Print exactly the lines below between the line holding "Extract the road" and the line holding "Road topology of", inclusive, and nothing more.

Records from a collection:
◆ ◆ ◆ ◆ ◆ ◆ ◆
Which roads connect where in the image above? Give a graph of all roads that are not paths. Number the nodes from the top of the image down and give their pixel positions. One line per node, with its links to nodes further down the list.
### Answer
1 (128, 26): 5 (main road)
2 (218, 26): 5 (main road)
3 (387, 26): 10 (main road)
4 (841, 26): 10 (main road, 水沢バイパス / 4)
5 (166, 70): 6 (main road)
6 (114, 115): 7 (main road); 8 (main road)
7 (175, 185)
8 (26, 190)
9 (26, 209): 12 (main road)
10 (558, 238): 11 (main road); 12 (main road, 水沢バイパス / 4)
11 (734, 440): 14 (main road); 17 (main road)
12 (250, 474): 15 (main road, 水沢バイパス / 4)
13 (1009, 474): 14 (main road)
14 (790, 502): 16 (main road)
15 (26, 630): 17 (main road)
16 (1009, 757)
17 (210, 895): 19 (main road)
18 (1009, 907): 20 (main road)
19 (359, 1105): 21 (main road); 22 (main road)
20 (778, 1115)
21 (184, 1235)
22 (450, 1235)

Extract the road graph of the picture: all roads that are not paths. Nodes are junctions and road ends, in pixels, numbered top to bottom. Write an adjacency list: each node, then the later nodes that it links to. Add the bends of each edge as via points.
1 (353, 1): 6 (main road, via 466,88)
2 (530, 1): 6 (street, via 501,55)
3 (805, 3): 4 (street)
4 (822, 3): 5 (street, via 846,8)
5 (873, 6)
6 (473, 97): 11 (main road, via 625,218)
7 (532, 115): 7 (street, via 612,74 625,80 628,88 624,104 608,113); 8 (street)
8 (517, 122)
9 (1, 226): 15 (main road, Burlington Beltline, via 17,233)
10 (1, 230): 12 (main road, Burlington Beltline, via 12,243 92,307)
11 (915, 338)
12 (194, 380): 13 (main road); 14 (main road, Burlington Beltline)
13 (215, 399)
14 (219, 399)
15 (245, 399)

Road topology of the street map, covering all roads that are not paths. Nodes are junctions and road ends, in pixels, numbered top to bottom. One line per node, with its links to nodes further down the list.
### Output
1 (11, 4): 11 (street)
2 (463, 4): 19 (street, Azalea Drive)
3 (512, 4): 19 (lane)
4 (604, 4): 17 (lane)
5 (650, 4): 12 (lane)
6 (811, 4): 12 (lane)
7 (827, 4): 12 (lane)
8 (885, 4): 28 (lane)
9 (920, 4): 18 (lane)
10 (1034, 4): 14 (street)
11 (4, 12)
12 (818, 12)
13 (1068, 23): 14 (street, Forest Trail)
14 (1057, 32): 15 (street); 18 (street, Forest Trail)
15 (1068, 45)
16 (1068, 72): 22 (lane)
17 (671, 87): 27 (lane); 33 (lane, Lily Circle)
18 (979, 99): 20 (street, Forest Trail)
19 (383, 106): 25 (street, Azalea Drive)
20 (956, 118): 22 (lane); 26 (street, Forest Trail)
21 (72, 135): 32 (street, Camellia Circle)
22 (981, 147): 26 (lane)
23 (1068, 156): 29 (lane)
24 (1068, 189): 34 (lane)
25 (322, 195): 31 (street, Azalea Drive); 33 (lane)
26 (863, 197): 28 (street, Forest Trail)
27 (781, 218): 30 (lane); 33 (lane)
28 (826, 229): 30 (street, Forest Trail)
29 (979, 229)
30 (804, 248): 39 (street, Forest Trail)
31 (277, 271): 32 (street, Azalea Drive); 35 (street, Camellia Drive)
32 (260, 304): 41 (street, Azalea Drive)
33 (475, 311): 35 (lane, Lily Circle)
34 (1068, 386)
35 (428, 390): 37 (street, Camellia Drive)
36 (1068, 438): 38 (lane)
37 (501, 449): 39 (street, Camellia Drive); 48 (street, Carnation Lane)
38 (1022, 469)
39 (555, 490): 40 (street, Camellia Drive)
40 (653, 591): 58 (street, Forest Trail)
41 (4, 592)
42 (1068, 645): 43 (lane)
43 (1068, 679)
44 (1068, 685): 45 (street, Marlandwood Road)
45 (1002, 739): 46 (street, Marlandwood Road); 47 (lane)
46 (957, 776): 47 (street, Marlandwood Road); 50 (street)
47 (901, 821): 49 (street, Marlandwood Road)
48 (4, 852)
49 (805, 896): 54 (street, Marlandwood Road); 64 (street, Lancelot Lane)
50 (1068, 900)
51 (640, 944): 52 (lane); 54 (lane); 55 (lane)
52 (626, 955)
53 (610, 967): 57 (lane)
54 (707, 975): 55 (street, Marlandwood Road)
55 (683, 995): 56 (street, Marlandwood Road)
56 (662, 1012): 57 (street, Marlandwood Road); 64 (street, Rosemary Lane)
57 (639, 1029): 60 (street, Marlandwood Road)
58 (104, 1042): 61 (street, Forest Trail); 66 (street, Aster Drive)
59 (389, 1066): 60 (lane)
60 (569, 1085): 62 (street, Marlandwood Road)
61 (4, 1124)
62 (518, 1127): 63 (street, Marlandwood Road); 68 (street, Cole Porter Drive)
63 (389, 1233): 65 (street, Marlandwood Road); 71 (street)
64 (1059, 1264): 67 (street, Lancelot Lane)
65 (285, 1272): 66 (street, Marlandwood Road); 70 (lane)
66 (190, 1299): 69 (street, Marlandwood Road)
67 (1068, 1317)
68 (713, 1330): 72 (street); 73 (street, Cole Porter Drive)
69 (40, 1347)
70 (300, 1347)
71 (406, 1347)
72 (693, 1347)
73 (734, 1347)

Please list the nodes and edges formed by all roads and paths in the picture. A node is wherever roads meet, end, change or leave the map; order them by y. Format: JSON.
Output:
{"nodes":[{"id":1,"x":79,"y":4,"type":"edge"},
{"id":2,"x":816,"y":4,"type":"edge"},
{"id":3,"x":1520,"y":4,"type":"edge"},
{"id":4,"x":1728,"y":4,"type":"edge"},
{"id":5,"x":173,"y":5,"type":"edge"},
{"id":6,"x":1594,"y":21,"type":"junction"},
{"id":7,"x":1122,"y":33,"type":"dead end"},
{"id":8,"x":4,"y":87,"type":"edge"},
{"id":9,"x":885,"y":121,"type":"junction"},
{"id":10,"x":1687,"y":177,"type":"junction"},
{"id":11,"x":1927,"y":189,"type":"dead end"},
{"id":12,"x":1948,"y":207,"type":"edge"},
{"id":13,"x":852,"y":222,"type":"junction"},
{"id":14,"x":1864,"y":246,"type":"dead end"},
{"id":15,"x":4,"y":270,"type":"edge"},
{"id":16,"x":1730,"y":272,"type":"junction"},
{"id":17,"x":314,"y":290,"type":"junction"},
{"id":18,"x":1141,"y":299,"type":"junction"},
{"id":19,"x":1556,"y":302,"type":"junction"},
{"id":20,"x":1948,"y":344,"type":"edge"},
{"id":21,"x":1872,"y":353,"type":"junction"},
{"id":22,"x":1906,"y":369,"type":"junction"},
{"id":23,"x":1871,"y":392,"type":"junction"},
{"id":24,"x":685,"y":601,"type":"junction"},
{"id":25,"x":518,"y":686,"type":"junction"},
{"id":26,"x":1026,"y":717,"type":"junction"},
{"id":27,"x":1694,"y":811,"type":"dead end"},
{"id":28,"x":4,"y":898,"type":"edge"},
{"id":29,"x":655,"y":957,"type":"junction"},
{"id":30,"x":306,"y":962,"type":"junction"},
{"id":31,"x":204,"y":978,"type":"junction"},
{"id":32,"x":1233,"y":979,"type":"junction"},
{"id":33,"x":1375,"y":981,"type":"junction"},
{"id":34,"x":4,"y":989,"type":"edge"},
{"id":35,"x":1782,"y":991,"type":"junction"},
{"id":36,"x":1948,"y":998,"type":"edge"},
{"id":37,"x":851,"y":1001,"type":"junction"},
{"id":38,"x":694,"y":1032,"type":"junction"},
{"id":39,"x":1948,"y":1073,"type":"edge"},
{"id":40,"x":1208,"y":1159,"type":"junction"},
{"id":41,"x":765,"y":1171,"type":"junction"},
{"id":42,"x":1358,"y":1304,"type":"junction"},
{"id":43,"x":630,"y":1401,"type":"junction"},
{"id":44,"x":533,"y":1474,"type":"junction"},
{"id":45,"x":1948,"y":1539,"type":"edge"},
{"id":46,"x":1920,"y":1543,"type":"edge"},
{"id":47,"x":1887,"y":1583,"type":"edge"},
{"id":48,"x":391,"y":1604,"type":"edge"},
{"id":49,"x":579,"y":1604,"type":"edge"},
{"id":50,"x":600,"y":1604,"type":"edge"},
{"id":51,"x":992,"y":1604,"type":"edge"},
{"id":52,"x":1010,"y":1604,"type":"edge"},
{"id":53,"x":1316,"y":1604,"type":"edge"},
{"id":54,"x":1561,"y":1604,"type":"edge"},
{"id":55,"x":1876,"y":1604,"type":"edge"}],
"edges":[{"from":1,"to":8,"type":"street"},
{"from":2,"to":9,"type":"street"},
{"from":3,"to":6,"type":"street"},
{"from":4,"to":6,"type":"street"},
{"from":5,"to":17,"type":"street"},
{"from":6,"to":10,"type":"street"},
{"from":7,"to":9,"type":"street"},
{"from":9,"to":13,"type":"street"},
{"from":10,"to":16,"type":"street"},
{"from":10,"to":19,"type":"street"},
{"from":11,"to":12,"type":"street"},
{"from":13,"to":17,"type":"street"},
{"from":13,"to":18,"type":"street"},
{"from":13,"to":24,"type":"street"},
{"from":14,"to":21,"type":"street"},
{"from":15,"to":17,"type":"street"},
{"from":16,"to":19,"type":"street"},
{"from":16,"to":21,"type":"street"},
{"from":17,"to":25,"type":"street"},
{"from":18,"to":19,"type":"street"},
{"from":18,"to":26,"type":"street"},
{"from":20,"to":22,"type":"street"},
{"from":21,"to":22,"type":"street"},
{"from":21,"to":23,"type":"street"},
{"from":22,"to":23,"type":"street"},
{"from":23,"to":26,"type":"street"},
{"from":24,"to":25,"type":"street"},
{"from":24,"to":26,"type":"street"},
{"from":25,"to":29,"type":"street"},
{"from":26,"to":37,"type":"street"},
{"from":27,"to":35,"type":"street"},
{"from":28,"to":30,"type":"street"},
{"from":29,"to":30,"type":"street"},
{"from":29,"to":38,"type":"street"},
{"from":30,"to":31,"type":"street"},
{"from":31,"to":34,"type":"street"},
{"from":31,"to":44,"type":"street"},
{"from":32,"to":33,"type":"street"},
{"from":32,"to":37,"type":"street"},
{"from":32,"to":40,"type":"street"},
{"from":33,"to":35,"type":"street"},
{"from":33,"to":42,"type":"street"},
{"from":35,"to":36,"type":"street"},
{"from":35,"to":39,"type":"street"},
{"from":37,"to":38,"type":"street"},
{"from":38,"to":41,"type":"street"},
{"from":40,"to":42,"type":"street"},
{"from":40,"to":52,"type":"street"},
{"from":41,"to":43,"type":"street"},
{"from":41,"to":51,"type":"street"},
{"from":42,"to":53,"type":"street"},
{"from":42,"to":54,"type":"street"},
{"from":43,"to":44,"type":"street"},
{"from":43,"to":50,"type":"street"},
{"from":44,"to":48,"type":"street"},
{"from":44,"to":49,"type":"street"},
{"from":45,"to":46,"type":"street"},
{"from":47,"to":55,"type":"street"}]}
◆ ◆ ◆ ◆ ◆ ◆ ◆
### Solution
Extract the road graph of the picture: all roads that are not paths. Nodes are junctions and road ends, in pixels, numbered top to bottom. Write an adjacency list: each node, then the later nodes that it links to. Add the bends of each edge as via points.
1 (353, 1): 6 (main road, via 466,88)
2 (530, 1): 6 (street, via 501,55)
3 (805, 3): 4 (street)
4 (822, 3): 5 (street, via 846,8)
5 (873, 6)
6 (473, 97): 11 (main road, via 625,218)
7 (532, 115): 7 (street, via 612,74 625,80 628,88 624,104 608,113); 8 (street)
8 (517, 122)
9 (1, 226): 15 (main road, Burlington Beltline, via 17,233)
10 (1, 230): 12 (main road, Burlington Beltline, via 12,243 92,307)
11 (915, 338)
12 (194, 380): 13 (main road); 14 (main road, Burlington Beltline)
13 (215, 399)
14 (219, 399)
15 (245, 399)

Road topology of the street map, covering all roads that are not paths. Nodes are junctions and road ends, in pixels, numbered top to bottom. One line per node, with its links to nodes further down the list.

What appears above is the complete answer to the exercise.